┌──

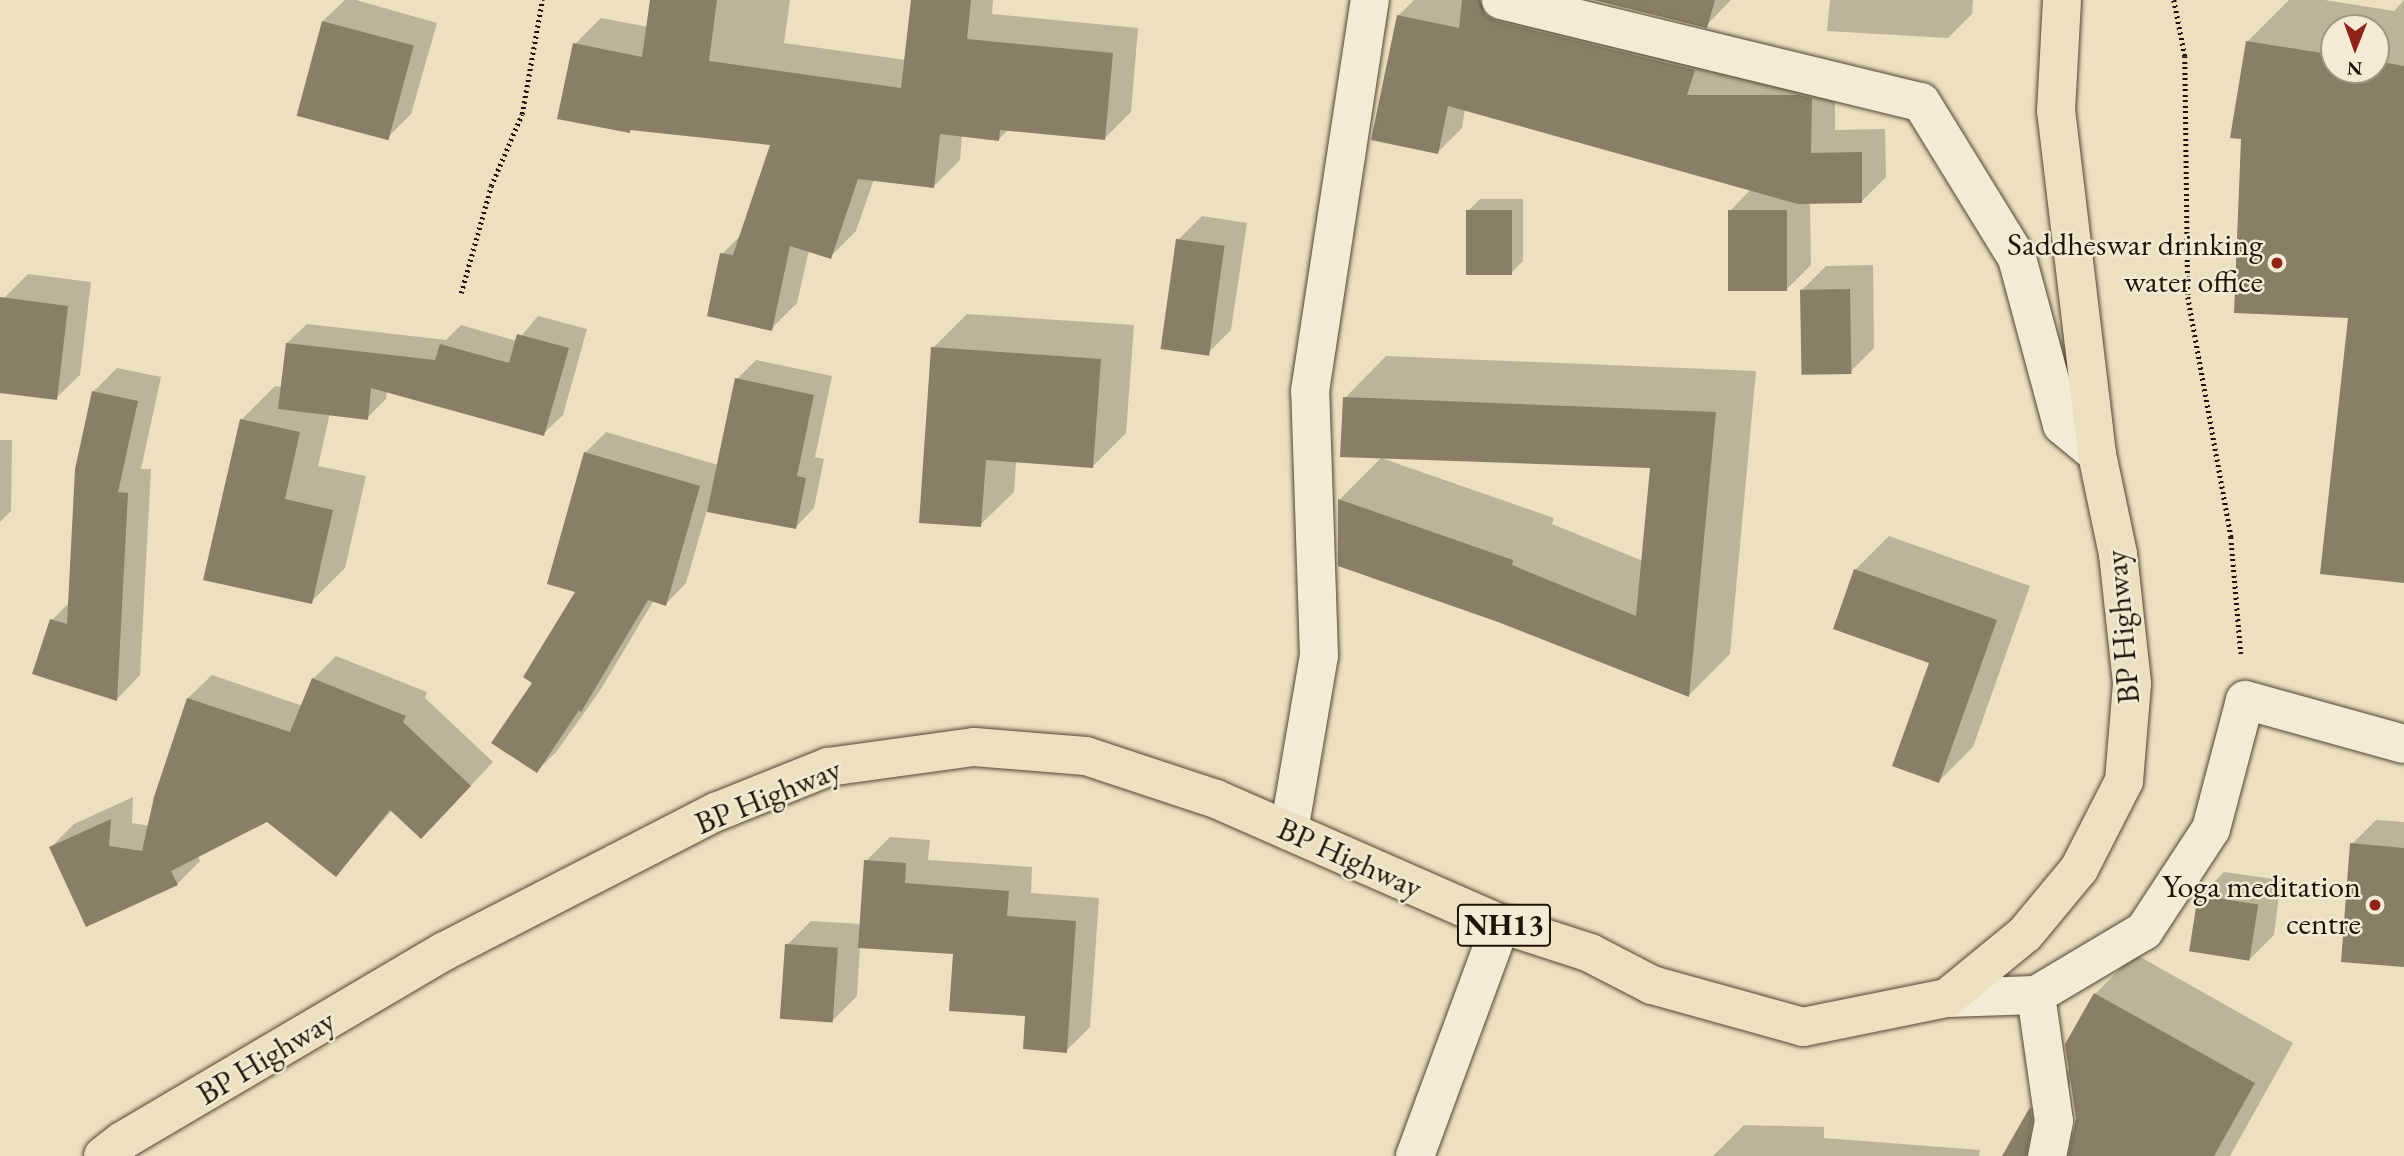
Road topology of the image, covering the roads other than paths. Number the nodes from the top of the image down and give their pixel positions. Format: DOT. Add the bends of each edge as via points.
graph roads {
  1 [pos="1370,0"];
  2 [pos="1501,0"];
  3 [pos="2062,0"];
  4 [pos="2097,454"];
  5 [pos="2404,744"];
  6 [pos="1289,831"];
  7 [pos="1502,924"];
  8 [pos="2036,995"];
  9 [pos="1947,998"];
  10 [pos="103,1156"];
  11 [pos="1415,1156"];
  12 [pos="2047,1156"];
  1 -- 6 [label="street" via="1310,391 1319,656"];
  2 -- 4 [label="street" via="1921,102 2017,258 2062,425"];
  3 -- 4 [label="highway, BP Highway / NH13" via="2056,111"];
  4 -- 9 [label="highway, BP Highway / NH13" via="2118,554 2132,683 2124,781 2071,878 2025,934"];
  5 -- 8 [label="street" via="2245,700 2211,828 2144,931"];
  6 -- 7 [label="highway, BP Highway / NH13"];
  6 -- 10 [label="highway, BP Highway / NH13" via="1216,799 1086,756 974,747 828,767 716,812 444,951"];
  7 -- 9 [label="highway, BP Highway / NH13" via="1590,953 1652,985 1803,1027"];
  7 -- 11 [label="street"];
  8 -- 9 [label="street"];
  8 -- 12 [label="street" via="2054,1121"];
}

└──

__Required work__
Repeat the data exactly, excluding the pictures.

__Finished task__
Road topology of the image, covering the roads other than paths. Number the nodes from the top of the image down and give their pixel positions. Format: DOT. Add the bends of each edge as via points.
graph roads {
  1 [pos="1370,0"];
  2 [pos="1501,0"];
  3 [pos="2062,0"];
  4 [pos="2097,454"];
  5 [pos="2404,744"];
  6 [pos="1289,831"];
  7 [pos="1502,924"];
  8 [pos="2036,995"];
  9 [pos="1947,998"];
  10 [pos="103,1156"];
  11 [pos="1415,1156"];
  12 [pos="2047,1156"];
  1 -- 6 [label="street" via="1310,391 1319,656"];
  2 -- 4 [label="street" via="1921,102 2017,258 2062,425"];
  3 -- 4 [label="highway, BP Highway / NH13" via="2056,111"];
  4 -- 9 [label="highway, BP Highway / NH13" via="2118,554 2132,683 2124,781 2071,878 2025,934"];
  5 -- 8 [label="street" via="2245,700 2211,828 2144,931"];
  6 -- 7 [label="highway, BP Highway / NH13"];
  6 -- 10 [label="highway, BP Highway / NH13" via="1216,799 1086,756 974,747 828,767 716,812 444,951"];
  7 -- 9 [label="highway, BP Highway / NH13" via="1590,953 1652,985 1803,1027"];
  7 -- 11 [label="street"];
  8 -- 9 [label="street"];
  8 -- 12 [label="street" via="2054,1121"];
}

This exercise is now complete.